■ Records for the exercise
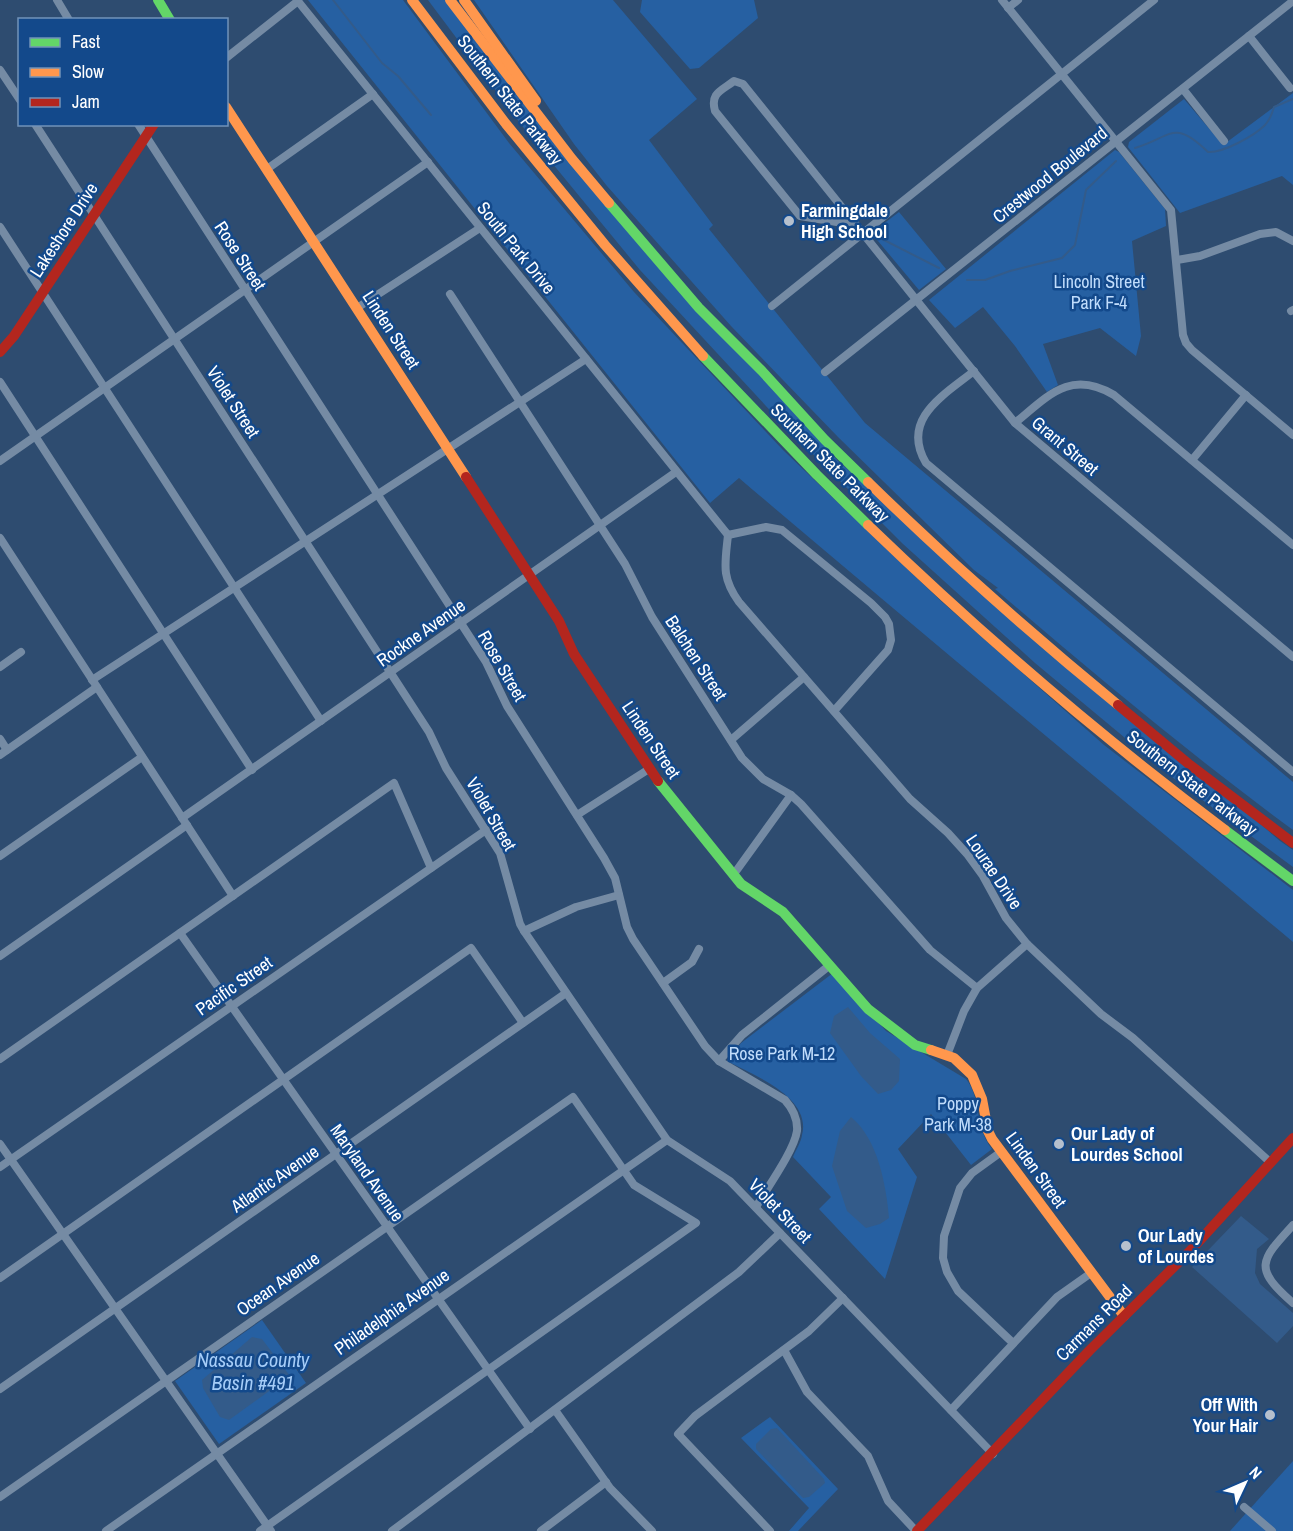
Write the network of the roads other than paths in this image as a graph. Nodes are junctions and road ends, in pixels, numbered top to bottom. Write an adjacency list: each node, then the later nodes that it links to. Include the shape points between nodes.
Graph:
1 (57, 0): 12 (street)
2 (297, 0): 15 (street); 20 (street, South Park Drive)
3 (412, 0): 95 (main road, Southern State Parkway, via 533,158 620,263 711,365 855,512 971,621 1091,724)
4 (450, 0): 29 (main road, Southern State Parkway)
5 (464, 0): 29 (main road, via 525,84)
6 (1002, 0): 11 (street)
7 (1018, 0): 11 (street)
8 (1154, 0): 17 (street)
9 (160, 1): 13 (main road)
10 (1293, 1): 14 (street, Crestwood Boulevard)
11 (1008, 8): 17 (street)
12 (68, 18)
13 (169, 18)
14 (1249, 36): 18 (street); 19 (street, Crestwood Boulevard)
15 (228, 56)
16 (0, 70): 21 (street)
17 (1062, 74): 28 (street); 36 (street)
18 (1290, 88)
19 (1183, 89): 27 (street); 28 (street, Crestwood Boulevard)
20 (373, 94): 30 (street, South Park Drive); 31 (street)
21 (18, 97)
22 (228, 109): 31 (main road, Linden Street)
23 (36, 126): 32 (street, Violet Street)
24 (139, 126): 26 (street, Rose Street)
25 (152, 126): 26 (main road, Lakeshore Drive)
26 (145, 136): 32 (main road, Lakeshore Drive); 40 (street, Rose Street)
27 (1224, 141)
28 (1116, 142): 39 (street, via 1171,210); 43 (street, Crestwood Boulevard)
29 (572, 159): 91 (main road, Southern State Parkway, via 699,308 825,440 931,543 1129,717)
30 (428, 162): 35 (street, South Park Drive); 37 (street)
31 (267, 169): 37 (main road, Linden Street)
32 (94, 215): 41 (main road, Lakeshore Drive); 46 (street, Violet Street)
33 (854, 221): 33 (street, Grant Street, via 743,84 734,81 714,96 715,111 800,216 849,224); 36 (street, Grant Street)
34 (0, 227): 41 (street)
35 (480, 228): 45 (street); 48 (street, South Park Drive)
36 (864, 233): 43 (street, Grant Street); 44 (street)
37 (314, 242): 40 (street); 45 (main road, Linden Street)
38 (1293, 242): 39 (street, via 1280,233 1268,233)
39 (1177, 260): 53 (street, via 1186,343)
40 (244, 290): 46 (street); 62 (street, Rose Street)
41 (43, 293): 47 (main road, Lakeshore Drive); 52 (street)
42 (450, 294): 54 (street, Balchen Street)
43 (917, 300): 49 (street, Grant Street); 50 (street, Crestwood Boulevard)
44 (772, 306)
45 (357, 308): 58 (main road, Linden Street)
46 (174, 339): 52 (street); 66 (street, Violet Street)
47 (0, 352)
48 (586, 359): 54 (street); 61 (street, South Park Drive)
49 (974, 371): 55 (street, Grant Street); 86 (street, via 928,409 922,419 919,448 926,463)
50 (825, 372)
51 (0, 382): 57 (street)
52 (105, 388): 57 (street); 69 (street)
53 (1246, 396): 56 (street); 59 (street)
54 (520, 403): 58 (street); 63 (street, Balchen Street)
55 (1015, 423): 59 (street, via 1060,388 1089,384 1114,395); 73 (street, Grant Street)
56 (1293, 435)
57 (35, 436): 60 (street); 71 (street)
58 (448, 449): 62 (street); 68 (main road, Linden Street)
59 (1192, 460): 67 (street)
60 (0, 461)
61 (676, 472): 63 (street, Rockne Avenue); 64 (street, South Park Drive)
62 (377, 495): 66 (street); 70 (street, Rose Street)
63 (600, 526): 68 (street, Rockne Avenue); 81 (street, Balchen Street)
64 (728, 535): 76 (street, Lourae Drive, via 724,569 729,589); 78 (street, via 766,527 782,530 885,617 891,633 888,650)
65 (0, 538): 77 (street)
66 (306, 542): 69 (street); 75 (street, Violet Street)
67 (1293, 545)
68 (530, 574): 70 (street, Rockne Avenue); 84 (main road, Linden Street, via 574,654)
69 (235, 588): 71 (street); 79 (street)
70 (460, 623): 75 (street, Rockne Avenue); 88 (street, Rose Street, via 486,662 507,706)
71 (163, 634): 77 (street); 85 (street)
72 (21, 652): 74 (street)
73 (1293, 657)
74 (0, 667)
75 (391, 672): 79 (street, Rockne Avenue); 90 (street, Violet Street)
76 (804, 677): 78 (street, Lourae Drive); 81 (street)
77 (95, 684): 82 (street); 83 (street)
78 (834, 711): 100 (street, Lourae Drive, via 910,799 967,854 1006,918)
79 (321, 721): 85 (street, Rockne Avenue)
80 (0, 739): 82 (street)
81 (731, 740): 87 (street, Balchen Street, via 754,772)
82 (4, 752)
83 (142, 757): 89 (street); 92 (street)
84 (649, 769): 88 (street); 94 (main road, Linden Street)
85 (252, 770): 89 (street, Rockne Avenue)
86 (1293, 772)
87 (791, 795): 94 (street); 105 (street, Balchen Street, via 930,950)
88 (577, 815): 96 (street, Rose Street, via 615,878)
89 (184, 822): 97 (street); 102 (street, Rockne Avenue)
90 (486, 830): 93 (street, Pacific Street); 98 (street, Violet Street, via 500,853)
91 (1293, 843)
92 (0, 856)
93 (431, 868): 97 (street, via 394,783); 107 (street, Pacific Street)
94 (734, 874): 103 (main road, Linden Street, via 751,892 783,912)
95 (1293, 881)
96 (619, 895): 98 (street, via 576,907); 104 (street, Rose Street, via 633,939)
97 (233, 896): 99 (street)
98 (524, 932): 106 (street, Violet Street)
99 (180, 933): 107 (street, Maryland Avenue); 110 (street)
100 (1027, 944): 105 (street); 119 (street, Lourae Drive)
101 (699, 949): 104 (street, via 692,962)
102 (0, 956)
103 (830, 965): 109 (main road, Linden Street, via 868,1009 904,1038); 111 (street, via 742,1035)
104 (663, 983): 111 (street, Rose Street)
105 (977, 988): 109 (street)
106 (567, 993): 108 (street, Atlantic Avenue); 113 (street, Violet Street)
107 (231, 1006): 112 (street, Maryland Avenue); 118 (street, Pacific Street)
108 (523, 1023): 112 (street, via 471,948); 117 (street, Atlantic Avenue)
109 (947, 1055): 116 (main road, Linden Street, via 972,1075 982,1099 988,1131)
110 (0, 1059)
111 (719, 1061): 122 (street, Rose Street, via 785,1100 796,1118 794,1142)
112 (283, 1080): 117 (street, Maryland Avenue); 126 (street)
113 (667, 1140): 121 (street, Philadelphia Avenue); 122 (street, Violet Street, via 730,1181)
114 (1292, 1140): 119 (main road, Carmans Road)
115 (0, 1144): 118 (street)
116 (1001, 1152): 127 (main road, Linden Street); 134 (street, via 972,1173 960,1188 945,1236 943,1258 958,1291)
117 (336, 1154): 124 (street, Maryland Avenue); 132 (street, Atlantic Avenue)
118 (11, 1160): 120 (street, Pacific Street); 126 (street)
119 (1270, 1162): 133 (main road, Carmans Road, via 1192,1249)
120 (0, 1167)
121 (623, 1169): 124 (street, Ocean Avenue, via 573,1097); 129 (street, Philadelphia Avenue); 136 (street, via 634,1185 696,1222)
122 (756, 1207): 125 (street, Violet Street)
123 (1293, 1225): 131 (street, via 1270,1250 1265,1262 1267,1276)
124 (387, 1226): 129 (street, Maryland Avenue); 137 (street, Ocean Avenue)
125 (780, 1233): 130 (street, Violet Street); 139 (street, via 739,1272)
126 (63, 1234): 128 (street); 132 (street)
127 (1091, 1273): 133 (main road, Linden Street); 134 (street, via 1058,1297)
128 (0, 1278)
129 (438, 1298): 136 (street, Maryland Avenue); 142 (street, Philadelphia Avenue)
130 (843, 1298): 135 (street); 140 (street, Violet Street)
131 (1293, 1303)
132 (115, 1309): 137 (street); 138 (street, Atlantic Avenue)
133 (1124, 1316): 143 (main road, Carmans Road)
134 (1013, 1343): 140 (street)
135 (784, 1350): 153 (street, via 695,1416 678,1434); 154 (street, via 807,1392 868,1456 888,1501)
136 (489, 1371): 141 (street, Maryland Avenue); 147 (street)
137 (166, 1381): 142 (street); 145 (street, Ocean Avenue)
138 (0, 1389)
139 (555, 1410): 141 (street); 144 (street)
140 (951, 1410): 143 (street, Violet Street)
141 (530, 1429): 150 (street)
142 (216, 1454): 147 (street); 148 (street, Philadelphia Avenue)
143 (993, 1454): 154 (main road, Carmans Road)
144 (606, 1482): 151 (street); 152 (street)
145 (0, 1497)
146 (1244, 1507): 155 (street)
147 (269, 1528): 149 (street)
148 (106, 1531)
149 (260, 1531)
150 (392, 1531)
151 (541, 1531)
152 (652, 1531)
153 (770, 1531)
154 (916, 1531)
155 (1272, 1531)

■ Task description
Find every line above where the word "Southern" occurs, and copy that line.

■ Solution for this exercise
3 (412, 0): 95 (main road, Southern State Parkway, via 533,158 620,263 711,365 855,512 971,621 1091,724)
4 (450, 0): 29 (main road, Southern State Parkway)
29 (572, 159): 91 (main road, Southern State Parkway, via 699,308 825,440 931,543 1129,717)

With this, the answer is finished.